John Gapper sul sole24ore torna sul tema del giornalismo online e sui nuovi quotidiani sono online: Project, The Daily e News+. La contrapposizione è quella tra pagamento e gratuità dei contenuti, o meglio tra Internet e walled garden. Il ragionamento di Gapper è che i due rispondono a esigenza diverse: restare in superficie (quantità) via browser, scegliere l'immersione nei contenuti con l'iPad.
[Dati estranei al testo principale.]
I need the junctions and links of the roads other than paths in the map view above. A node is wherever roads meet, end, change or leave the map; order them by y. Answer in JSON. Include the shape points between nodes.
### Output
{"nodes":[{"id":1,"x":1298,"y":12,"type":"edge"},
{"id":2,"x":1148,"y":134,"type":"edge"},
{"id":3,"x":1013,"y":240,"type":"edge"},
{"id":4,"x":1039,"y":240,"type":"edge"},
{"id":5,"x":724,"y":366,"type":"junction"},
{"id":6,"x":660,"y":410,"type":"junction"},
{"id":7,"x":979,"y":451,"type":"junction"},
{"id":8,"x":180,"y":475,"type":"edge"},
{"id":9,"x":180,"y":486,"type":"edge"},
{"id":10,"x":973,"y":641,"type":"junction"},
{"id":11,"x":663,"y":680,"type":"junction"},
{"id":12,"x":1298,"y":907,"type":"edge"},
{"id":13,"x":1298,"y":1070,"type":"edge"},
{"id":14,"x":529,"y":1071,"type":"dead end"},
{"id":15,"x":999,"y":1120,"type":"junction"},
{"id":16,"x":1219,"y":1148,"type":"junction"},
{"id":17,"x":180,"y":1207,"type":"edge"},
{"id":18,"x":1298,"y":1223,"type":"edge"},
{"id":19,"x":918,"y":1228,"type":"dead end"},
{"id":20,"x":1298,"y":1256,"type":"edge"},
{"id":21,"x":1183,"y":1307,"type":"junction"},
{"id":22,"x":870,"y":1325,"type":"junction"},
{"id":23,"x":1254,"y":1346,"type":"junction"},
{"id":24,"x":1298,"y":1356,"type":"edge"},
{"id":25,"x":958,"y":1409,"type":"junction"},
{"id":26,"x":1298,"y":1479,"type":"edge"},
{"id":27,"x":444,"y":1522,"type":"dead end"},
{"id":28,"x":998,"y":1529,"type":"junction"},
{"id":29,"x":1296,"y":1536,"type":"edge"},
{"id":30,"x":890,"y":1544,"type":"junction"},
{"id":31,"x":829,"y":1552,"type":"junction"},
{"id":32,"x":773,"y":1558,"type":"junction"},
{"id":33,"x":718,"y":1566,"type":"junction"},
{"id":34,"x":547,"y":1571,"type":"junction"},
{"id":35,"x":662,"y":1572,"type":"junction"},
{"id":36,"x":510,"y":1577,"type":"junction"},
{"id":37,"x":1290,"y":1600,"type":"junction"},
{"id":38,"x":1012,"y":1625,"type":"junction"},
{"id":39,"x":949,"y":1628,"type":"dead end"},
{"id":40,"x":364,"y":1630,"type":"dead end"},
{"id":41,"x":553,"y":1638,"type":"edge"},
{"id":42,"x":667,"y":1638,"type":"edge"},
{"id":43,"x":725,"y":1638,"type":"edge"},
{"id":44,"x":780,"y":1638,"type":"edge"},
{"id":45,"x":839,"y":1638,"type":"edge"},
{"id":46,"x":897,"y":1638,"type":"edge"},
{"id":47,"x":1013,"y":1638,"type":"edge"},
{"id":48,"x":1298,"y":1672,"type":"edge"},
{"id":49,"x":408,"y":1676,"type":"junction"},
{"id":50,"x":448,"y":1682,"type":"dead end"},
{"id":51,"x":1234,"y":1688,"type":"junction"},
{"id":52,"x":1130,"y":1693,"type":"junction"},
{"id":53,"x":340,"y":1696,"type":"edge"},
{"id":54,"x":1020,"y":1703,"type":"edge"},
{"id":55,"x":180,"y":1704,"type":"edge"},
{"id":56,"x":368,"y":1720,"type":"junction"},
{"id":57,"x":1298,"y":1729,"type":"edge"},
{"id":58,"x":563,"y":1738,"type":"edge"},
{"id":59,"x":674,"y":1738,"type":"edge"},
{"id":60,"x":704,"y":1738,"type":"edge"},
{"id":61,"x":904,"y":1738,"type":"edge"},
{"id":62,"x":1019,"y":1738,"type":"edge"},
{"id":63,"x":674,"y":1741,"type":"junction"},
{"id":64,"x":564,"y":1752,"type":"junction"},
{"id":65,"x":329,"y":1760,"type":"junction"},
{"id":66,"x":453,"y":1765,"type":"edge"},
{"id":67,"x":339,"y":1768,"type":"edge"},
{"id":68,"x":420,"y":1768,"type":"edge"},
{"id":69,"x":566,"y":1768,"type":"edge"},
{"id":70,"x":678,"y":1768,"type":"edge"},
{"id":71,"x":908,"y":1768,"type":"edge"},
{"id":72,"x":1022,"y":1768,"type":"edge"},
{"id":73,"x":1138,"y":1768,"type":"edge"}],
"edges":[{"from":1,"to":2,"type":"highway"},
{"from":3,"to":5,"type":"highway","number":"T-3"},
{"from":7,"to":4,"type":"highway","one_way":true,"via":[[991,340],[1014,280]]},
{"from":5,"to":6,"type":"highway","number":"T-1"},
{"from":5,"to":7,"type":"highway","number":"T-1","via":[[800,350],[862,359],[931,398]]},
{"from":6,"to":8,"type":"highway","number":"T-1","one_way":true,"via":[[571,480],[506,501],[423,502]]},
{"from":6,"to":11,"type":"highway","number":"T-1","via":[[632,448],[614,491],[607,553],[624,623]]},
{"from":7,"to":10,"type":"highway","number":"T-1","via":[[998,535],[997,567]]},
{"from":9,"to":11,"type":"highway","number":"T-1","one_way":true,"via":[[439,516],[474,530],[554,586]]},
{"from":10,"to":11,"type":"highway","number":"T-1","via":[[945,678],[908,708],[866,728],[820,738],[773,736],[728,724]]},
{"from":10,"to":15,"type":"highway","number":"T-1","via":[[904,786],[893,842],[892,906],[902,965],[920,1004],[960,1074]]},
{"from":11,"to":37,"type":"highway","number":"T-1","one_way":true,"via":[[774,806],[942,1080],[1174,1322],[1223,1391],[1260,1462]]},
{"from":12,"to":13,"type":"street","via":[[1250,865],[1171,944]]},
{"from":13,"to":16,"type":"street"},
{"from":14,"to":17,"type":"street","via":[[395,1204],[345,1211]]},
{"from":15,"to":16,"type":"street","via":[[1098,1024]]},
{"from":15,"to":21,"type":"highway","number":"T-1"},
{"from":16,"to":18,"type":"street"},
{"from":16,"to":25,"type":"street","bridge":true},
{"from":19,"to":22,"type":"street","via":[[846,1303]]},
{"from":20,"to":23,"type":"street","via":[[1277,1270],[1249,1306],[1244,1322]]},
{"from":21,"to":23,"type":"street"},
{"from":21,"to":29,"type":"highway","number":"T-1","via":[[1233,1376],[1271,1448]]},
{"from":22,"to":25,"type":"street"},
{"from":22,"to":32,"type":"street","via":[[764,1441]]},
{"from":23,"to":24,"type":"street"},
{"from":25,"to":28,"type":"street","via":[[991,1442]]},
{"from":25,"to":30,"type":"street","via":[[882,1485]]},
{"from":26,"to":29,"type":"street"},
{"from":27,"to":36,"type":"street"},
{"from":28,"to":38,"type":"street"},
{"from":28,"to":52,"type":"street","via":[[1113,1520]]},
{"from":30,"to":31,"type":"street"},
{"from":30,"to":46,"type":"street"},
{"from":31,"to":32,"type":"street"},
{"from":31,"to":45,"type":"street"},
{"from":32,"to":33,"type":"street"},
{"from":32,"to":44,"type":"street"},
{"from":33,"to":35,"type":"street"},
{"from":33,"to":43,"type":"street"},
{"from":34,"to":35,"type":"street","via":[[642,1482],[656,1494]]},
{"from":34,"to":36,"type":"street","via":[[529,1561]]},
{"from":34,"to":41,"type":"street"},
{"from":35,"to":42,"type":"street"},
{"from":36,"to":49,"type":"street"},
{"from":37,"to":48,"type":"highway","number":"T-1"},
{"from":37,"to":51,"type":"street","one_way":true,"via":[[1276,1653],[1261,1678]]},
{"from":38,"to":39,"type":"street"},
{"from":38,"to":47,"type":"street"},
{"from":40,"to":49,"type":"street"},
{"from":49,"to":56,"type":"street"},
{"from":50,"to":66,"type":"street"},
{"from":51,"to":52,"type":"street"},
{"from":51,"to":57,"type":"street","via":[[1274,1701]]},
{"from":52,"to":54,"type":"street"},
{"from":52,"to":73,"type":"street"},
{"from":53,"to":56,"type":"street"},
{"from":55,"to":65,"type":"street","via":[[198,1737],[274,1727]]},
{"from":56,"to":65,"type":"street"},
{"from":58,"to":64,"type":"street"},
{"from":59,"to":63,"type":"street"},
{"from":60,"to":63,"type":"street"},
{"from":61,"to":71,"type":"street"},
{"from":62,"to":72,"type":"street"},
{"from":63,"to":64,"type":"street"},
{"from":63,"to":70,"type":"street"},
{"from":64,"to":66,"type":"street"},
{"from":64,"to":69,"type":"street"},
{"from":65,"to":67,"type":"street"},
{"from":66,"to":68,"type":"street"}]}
Sulla tavoletta pubblicare un giornale che vada in profondità nell'informazione offre chance migliori di competere con il flusso di informazione open-source e in pillole dell'open Web. È esattamente su questo che stanno scommettendo Sir Richard e Murdoch: che una periferica come la tavoletta possa tornare a offrire il vantaggio della profondità rispetto alla quantità. Forse ciò non sarà sufficiente. Molte persone sono felici di vivere in un mondo nel quale l'informazione è libera e accessibile e continueranno a preferire quest'ultima. «Se credete che siano finiti i tempi in cui a decidere quello che leggevi era l'editore, queste app si disintegreranno» dice Benedict Evans, di Enders Analysis, scrive Gapper.
Concordo, il problema sarà la user experience che i nuovi supporti sapranno fornire agli utenti; più importante ancora sarà l'effettiva qualità e ricchezza di contenuti, anche come mashup di tecnologie. Se queste faranno la differenza, aggiungendo valore, le persone saranno disposte a farsi guidare.